- **WHAT IS REQUIRED**
Search the records for the string "this", then copy each line that has it.

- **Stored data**
◆ ◆ ◆ ◆ ◆
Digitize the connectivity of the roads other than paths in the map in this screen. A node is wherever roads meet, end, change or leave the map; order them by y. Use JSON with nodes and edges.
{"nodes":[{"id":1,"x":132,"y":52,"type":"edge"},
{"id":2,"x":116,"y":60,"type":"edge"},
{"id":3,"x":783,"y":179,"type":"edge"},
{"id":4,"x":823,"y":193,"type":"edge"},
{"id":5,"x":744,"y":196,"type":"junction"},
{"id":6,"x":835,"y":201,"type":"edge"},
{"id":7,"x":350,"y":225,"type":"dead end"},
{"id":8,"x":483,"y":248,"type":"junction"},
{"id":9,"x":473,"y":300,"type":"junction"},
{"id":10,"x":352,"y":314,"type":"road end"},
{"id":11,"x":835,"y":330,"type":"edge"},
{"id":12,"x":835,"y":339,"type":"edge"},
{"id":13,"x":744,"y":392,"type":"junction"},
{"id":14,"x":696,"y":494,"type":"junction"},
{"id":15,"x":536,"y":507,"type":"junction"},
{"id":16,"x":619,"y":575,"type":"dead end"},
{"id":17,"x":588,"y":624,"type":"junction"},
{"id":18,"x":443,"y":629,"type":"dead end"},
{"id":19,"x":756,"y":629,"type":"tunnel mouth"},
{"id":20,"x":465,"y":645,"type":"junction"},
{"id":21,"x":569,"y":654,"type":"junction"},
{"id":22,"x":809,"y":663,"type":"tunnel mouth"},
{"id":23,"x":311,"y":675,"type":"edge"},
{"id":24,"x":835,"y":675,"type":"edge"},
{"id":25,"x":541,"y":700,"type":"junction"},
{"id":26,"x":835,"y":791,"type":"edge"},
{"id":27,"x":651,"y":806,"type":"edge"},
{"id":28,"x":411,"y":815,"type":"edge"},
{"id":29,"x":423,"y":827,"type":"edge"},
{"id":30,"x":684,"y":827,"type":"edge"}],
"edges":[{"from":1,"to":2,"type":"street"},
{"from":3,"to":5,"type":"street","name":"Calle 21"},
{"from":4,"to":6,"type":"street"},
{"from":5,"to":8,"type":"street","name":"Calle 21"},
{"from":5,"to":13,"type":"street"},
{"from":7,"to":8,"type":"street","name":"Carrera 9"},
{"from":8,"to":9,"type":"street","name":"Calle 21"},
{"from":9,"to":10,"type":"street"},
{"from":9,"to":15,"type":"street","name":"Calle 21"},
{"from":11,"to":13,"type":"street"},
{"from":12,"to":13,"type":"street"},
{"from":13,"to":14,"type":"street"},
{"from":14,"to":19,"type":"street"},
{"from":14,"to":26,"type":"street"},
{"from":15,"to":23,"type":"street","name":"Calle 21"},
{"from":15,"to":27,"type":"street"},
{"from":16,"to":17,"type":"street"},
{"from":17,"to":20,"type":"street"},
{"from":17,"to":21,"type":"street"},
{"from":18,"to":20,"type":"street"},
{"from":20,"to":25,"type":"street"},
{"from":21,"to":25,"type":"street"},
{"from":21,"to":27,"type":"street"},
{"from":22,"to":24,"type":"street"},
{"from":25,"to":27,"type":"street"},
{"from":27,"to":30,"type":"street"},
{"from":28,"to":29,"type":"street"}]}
◆ ◆ ◆ ◆ ◆
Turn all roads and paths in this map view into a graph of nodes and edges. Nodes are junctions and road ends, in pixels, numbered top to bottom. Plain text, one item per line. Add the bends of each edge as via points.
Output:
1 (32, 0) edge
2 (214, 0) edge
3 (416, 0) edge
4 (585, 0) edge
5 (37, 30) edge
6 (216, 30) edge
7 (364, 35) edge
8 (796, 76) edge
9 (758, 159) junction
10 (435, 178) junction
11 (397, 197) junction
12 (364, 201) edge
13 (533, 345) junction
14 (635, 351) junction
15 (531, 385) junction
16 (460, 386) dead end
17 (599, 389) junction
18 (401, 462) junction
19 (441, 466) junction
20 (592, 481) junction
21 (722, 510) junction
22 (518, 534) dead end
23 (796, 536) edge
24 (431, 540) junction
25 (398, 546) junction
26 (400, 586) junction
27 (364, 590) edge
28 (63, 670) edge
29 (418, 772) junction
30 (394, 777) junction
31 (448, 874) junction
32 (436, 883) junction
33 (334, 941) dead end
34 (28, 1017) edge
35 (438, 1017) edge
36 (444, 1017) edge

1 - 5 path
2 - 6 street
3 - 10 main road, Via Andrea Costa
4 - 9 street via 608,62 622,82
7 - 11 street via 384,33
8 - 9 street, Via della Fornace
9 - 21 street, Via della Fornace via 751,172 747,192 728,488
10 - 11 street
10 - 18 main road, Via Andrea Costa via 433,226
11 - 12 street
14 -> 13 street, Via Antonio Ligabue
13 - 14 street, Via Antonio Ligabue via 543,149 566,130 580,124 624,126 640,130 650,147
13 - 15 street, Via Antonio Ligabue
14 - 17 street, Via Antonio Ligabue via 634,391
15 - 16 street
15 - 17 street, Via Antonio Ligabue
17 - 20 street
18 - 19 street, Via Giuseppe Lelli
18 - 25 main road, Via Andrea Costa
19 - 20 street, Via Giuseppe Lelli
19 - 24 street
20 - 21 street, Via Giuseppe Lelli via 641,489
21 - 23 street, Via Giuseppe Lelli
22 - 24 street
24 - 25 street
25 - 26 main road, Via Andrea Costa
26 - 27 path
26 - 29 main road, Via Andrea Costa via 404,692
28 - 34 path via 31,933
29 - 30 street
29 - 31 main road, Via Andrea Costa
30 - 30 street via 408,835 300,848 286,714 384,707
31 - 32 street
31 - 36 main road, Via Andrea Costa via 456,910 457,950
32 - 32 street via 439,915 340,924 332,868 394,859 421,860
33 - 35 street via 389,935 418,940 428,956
◆ ◆ ◆ ◆ ◆
- **RESULT**
Digitize the connectivity of the roads other than paths in the map in this screen. A node is wherever roads meet, end, change or leave the map; order them by y. Use JSON with nodes and edges.
Turn all roads and paths in this map view into a graph of nodes and edges. Nodes are junctions and road ends, in pixels, numbered top to bottom. Plain text, one item per line. Add the bends of each edge as via points.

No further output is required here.